After being discharged from the military, he enrolled at the University of Michigan in 1946 and joined the football team for whom his brother Pete Elliott played quarterback. In 1947, he played for an undefeated and untied Michigan football team known as the "Mad Magicians", led the Big Nine Conference in scoring, won the Chicago Tribune Silver Football trophy as the Most Valuable Player of the conference, and was selected as an All-American by the American Football Coaches Association.

After graduating from Michigan in 1948, Elliott spent ten years as an assistant football coach at Oregon State, Iowa, and Michigan. He was appointed as Michigan's head football coach in 1959 and held that position until 1968, leading the team to a Big Ten Conference championship and Rose Bowl victory in the 1964 season. For a period of 21 years, from 1970 to 1991, he was the athletic director at the University of Iowa. During his tenure as athletic director, he hired coaches Dan Gable, Hayden Fry, Lute Olson, C. Vivian Stringer, and Dr. Tom Davis, and the Iowa Hawkeyes won 41 Big Ten Conference championships and 11 NCAA titles. In 1989, Elliott was inducted into the College Football Hall of Fame.

==Early life==
Chalmers William Elliott was born in Detroit, but grew up in Bloomington, Illinois. His father, J. Norman Elliott, was an ears, nose and throat doctor who also coached football at Illinois Wesleyan University from 1930 to 1934. Elliott's given name is Chalmers, but he was known by the nickname "Bump" since he was six months old, though no one remembered how he received the nickname, "not even his mother."

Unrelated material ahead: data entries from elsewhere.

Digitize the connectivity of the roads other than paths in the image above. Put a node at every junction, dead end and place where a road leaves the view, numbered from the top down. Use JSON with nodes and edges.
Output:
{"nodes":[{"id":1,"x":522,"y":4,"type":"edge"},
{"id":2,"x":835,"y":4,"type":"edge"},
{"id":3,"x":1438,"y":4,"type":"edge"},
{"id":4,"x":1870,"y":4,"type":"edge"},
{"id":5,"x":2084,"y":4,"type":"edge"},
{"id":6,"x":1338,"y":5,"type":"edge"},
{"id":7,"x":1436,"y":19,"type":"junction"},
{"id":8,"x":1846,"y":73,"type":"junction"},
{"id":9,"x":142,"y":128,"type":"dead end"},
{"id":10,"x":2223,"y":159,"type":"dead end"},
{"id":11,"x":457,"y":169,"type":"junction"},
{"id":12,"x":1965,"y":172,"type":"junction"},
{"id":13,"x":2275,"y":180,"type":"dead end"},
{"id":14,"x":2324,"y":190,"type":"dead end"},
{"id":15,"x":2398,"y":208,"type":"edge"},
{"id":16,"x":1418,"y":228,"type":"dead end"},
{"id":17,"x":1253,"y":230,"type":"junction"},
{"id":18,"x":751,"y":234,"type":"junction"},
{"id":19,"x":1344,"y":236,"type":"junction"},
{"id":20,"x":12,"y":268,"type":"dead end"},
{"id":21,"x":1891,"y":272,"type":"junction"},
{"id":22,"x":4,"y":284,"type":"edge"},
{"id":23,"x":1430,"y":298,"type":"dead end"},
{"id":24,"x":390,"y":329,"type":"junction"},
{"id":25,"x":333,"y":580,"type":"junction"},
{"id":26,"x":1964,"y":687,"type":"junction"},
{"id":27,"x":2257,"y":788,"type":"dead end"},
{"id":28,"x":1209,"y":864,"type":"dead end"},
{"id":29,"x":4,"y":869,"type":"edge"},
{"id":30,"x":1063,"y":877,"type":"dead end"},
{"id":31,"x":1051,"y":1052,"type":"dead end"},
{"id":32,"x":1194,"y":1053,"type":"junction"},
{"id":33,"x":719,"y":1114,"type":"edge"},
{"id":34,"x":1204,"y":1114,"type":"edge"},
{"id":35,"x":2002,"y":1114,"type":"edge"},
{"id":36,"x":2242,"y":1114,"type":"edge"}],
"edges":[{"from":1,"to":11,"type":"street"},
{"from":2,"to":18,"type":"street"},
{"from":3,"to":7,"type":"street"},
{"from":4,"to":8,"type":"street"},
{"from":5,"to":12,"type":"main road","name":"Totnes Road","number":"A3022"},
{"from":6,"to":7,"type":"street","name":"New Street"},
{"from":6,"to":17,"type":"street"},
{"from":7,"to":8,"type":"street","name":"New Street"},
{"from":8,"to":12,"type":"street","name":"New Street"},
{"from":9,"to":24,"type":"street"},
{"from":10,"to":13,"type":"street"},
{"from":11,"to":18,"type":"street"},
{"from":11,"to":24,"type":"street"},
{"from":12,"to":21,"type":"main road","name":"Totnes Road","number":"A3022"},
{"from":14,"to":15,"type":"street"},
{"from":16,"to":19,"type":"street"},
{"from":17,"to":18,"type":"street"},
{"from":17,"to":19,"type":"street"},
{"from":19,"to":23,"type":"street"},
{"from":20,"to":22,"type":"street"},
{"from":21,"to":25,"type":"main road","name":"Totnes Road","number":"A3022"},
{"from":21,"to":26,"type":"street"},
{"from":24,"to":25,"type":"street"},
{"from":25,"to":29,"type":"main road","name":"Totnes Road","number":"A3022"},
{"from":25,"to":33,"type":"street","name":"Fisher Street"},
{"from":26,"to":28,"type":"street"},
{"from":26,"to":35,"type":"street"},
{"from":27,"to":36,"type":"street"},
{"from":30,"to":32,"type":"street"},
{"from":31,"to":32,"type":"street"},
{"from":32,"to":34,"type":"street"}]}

Elliott and his younger brother, Pete Elliott, both played football together for Bloomington High School, where Bump was an All-State halfback in 1942, and Pete made it as a fullback in 1943. Had it not been for World War II, Bump and Pete likely would have attended the University of Illinois, which was about 50 miles from their home in Bloomington. However, both brothers wanted to get into the V-12 Navy College Training Program, and Illinois did not have such a program. Bump enlisted in the United States Marine Corps while still a senior in high school and was called to active duty in 1943. He was assigned to the V-12 officer training program at Purdue University. His brother, Pete, also enlisted and was assigned to officer training at Michigan.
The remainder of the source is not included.